**What you need to do:**
An exact transcription of the entries is required, with none of the pictures carried over.

##########

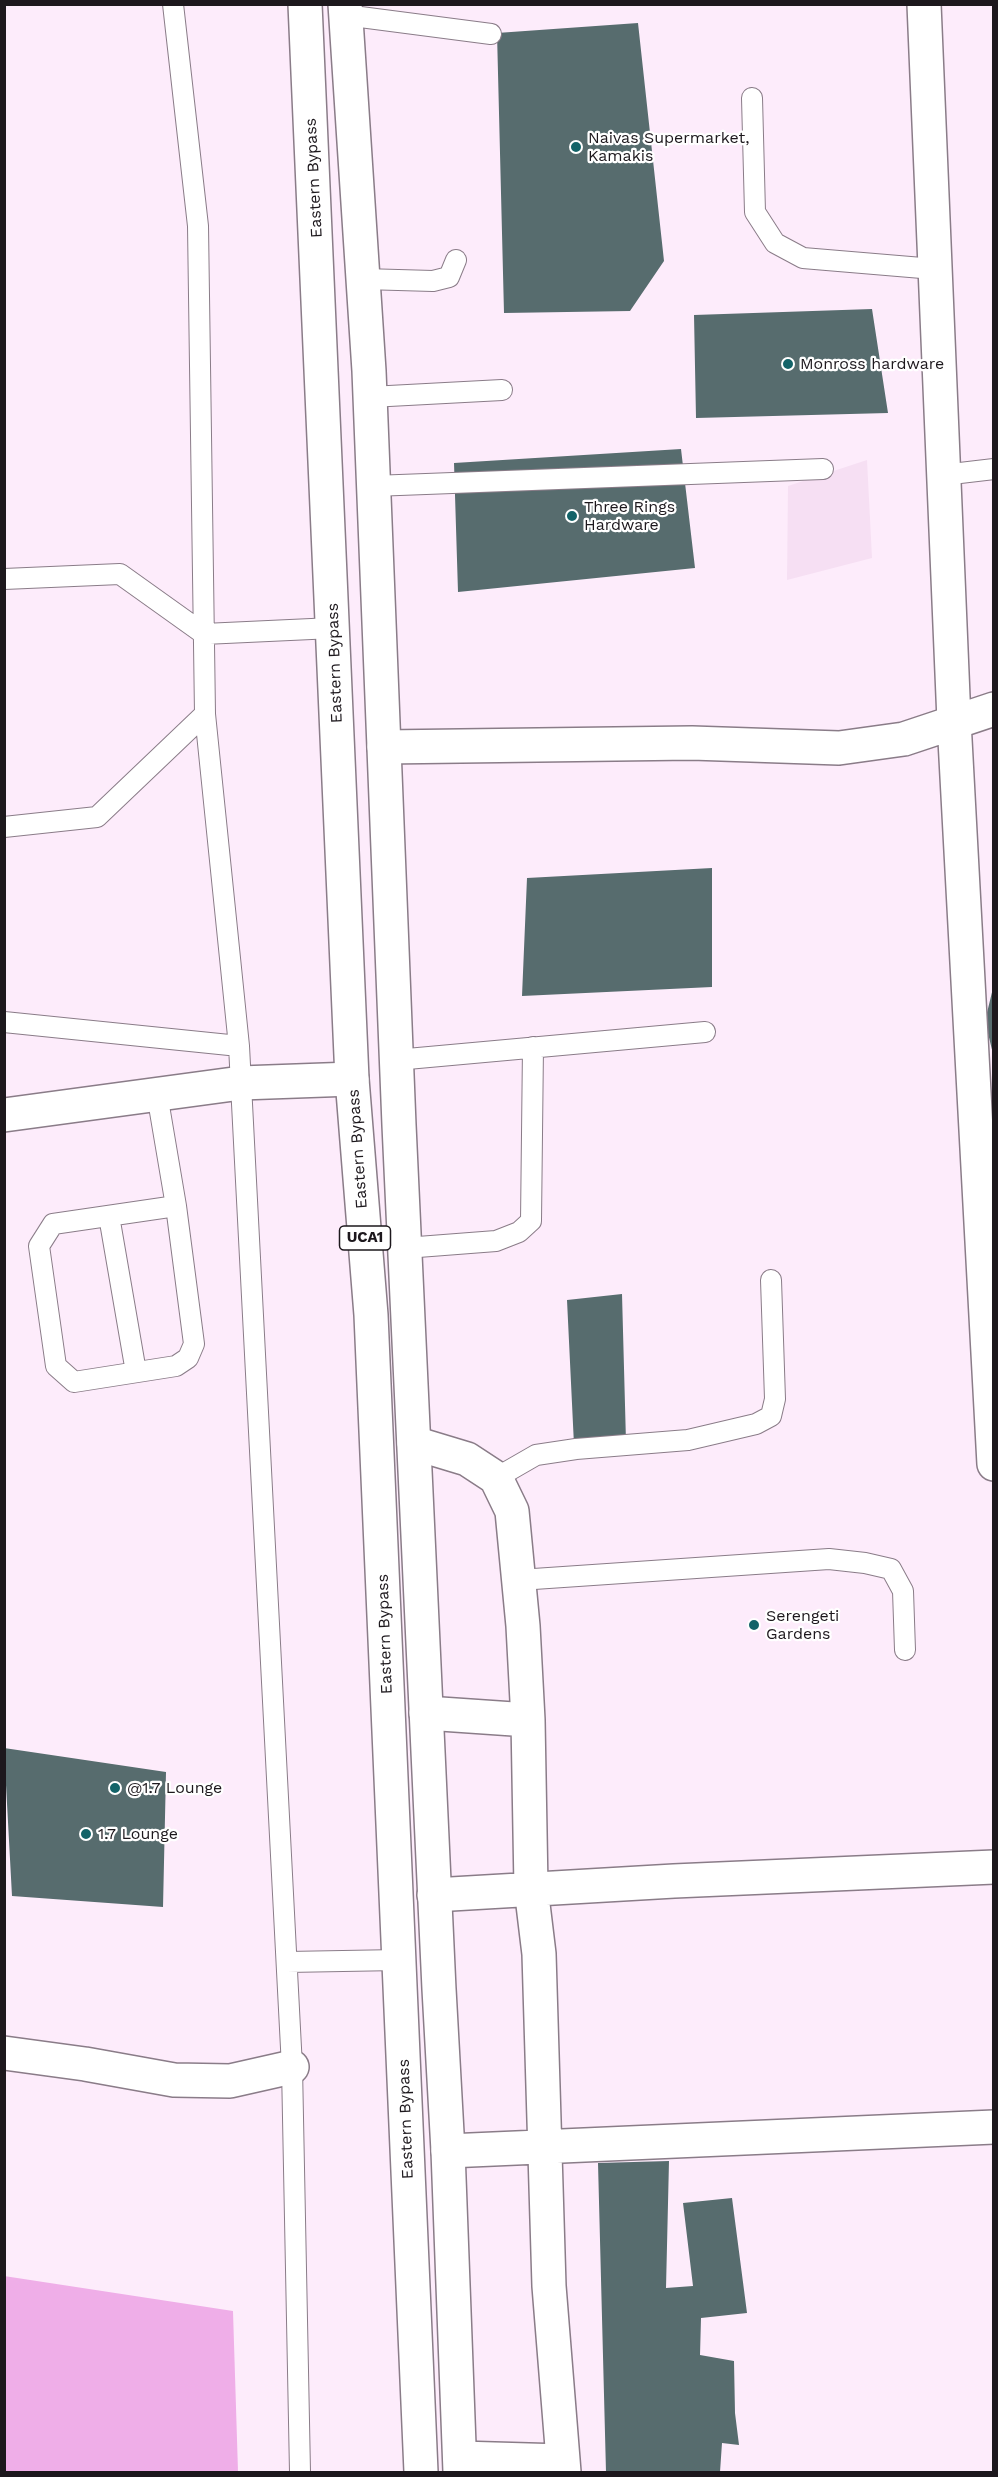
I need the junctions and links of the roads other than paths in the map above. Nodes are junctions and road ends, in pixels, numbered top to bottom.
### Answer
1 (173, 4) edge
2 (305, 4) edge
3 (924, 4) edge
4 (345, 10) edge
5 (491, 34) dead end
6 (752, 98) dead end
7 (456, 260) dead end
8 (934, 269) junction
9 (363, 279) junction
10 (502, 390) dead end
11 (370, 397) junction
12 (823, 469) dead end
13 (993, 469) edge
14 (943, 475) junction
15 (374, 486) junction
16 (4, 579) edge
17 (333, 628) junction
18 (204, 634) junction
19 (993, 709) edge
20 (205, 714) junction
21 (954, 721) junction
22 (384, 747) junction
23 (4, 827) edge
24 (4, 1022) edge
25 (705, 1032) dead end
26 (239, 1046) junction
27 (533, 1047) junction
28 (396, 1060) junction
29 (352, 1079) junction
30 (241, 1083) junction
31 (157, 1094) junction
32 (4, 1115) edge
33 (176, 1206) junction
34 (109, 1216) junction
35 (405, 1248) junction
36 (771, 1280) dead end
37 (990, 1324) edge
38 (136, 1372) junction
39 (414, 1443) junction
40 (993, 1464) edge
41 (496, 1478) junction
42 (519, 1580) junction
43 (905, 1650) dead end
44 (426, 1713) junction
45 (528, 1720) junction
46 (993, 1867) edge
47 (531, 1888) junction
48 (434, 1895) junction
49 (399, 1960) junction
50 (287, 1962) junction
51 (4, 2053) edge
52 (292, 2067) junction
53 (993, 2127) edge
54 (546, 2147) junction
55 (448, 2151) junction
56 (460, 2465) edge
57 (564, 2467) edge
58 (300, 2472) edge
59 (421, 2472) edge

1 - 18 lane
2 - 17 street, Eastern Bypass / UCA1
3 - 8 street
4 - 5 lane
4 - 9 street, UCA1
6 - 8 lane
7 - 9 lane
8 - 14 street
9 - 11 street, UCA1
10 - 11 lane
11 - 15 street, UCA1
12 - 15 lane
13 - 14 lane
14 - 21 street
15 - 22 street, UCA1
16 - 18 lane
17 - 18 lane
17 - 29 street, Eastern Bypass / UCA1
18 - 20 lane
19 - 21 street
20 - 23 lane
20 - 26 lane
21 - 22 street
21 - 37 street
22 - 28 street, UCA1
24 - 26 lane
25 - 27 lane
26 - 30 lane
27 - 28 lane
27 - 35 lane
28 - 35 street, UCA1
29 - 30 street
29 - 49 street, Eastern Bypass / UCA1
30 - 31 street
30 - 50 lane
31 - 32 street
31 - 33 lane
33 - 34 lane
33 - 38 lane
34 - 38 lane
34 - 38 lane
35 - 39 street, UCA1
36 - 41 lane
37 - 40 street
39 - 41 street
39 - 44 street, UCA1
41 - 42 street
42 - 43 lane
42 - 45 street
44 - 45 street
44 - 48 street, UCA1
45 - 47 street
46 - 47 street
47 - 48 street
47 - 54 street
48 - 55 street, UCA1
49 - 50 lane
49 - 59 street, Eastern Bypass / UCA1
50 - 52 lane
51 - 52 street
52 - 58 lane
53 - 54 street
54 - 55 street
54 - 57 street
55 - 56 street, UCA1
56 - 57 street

##########

**Output for this task:**
I need the junctions and links of the roads other than paths in the map above. Nodes are junctions and road ends, in pixels, numbered top to bottom.
### Answer
1 (173, 4) edge
2 (305, 4) edge
3 (924, 4) edge
4 (345, 10) edge
5 (491, 34) dead end
6 (752, 98) dead end
7 (456, 260) dead end
8 (934, 269) junction
9 (363, 279) junction
10 (502, 390) dead end
11 (370, 397) junction
12 (823, 469) dead end
13 (993, 469) edge
14 (943, 475) junction
15 (374, 486) junction
16 (4, 579) edge
17 (333, 628) junction
18 (204, 634) junction
19 (993, 709) edge
20 (205, 714) junction
21 (954, 721) junction
22 (384, 747) junction
23 (4, 827) edge
24 (4, 1022) edge
25 (705, 1032) dead end
26 (239, 1046) junction
27 (533, 1047) junction
28 (396, 1060) junction
29 (352, 1079) junction
30 (241, 1083) junction
31 (157, 1094) junction
32 (4, 1115) edge
33 (176, 1206) junction
34 (109, 1216) junction
35 (405, 1248) junction
36 (771, 1280) dead end
37 (990, 1324) edge
38 (136, 1372) junction
39 (414, 1443) junction
40 (993, 1464) edge
41 (496, 1478) junction
42 (519, 1580) junction
43 (905, 1650) dead end
44 (426, 1713) junction
45 (528, 1720) junction
46 (993, 1867) edge
47 (531, 1888) junction
48 (434, 1895) junction
49 (399, 1960) junction
50 (287, 1962) junction
51 (4, 2053) edge
52 (292, 2067) junction
53 (993, 2127) edge
54 (546, 2147) junction
55 (448, 2151) junction
56 (460, 2465) edge
57 (564, 2467) edge
58 (300, 2472) edge
59 (421, 2472) edge

1 - 18 lane
2 - 17 street, Eastern Bypass / UCA1
3 - 8 street
4 - 5 lane
4 - 9 street, UCA1
6 - 8 lane
7 - 9 lane
8 - 14 street
9 - 11 street, UCA1
10 - 11 lane
11 - 15 street, UCA1
12 - 15 lane
13 - 14 lane
14 - 21 street
15 - 22 street, UCA1
16 - 18 lane
17 - 18 lane
17 - 29 street, Eastern Bypass / UCA1
18 - 20 lane
19 - 21 street
20 - 23 lane
20 - 26 lane
21 - 22 street
21 - 37 street
22 - 28 street, UCA1
24 - 26 lane
25 - 27 lane
26 - 30 lane
27 - 28 lane
27 - 35 lane
28 - 35 street, UCA1
29 - 30 street
29 - 49 street, Eastern Bypass / UCA1
30 - 31 street
30 - 50 lane
31 - 32 street
31 - 33 lane
33 - 34 lane
33 - 38 lane
34 - 38 lane
34 - 38 lane
35 - 39 street, UCA1
36 - 41 lane
37 - 40 street
39 - 41 street
39 - 44 street, UCA1
41 - 42 street
42 - 43 lane
42 - 45 street
44 - 45 street
44 - 48 street, UCA1
45 - 47 street
46 - 47 street
47 - 48 street
47 - 54 street
48 - 55 street, UCA1
49 - 50 lane
49 - 59 street, Eastern Bypass / UCA1
50 - 52 lane
51 - 52 street
52 - 58 lane
53 - 54 street
54 - 55 street
54 - 57 street
55 - 56 street, UCA1
56 - 57 street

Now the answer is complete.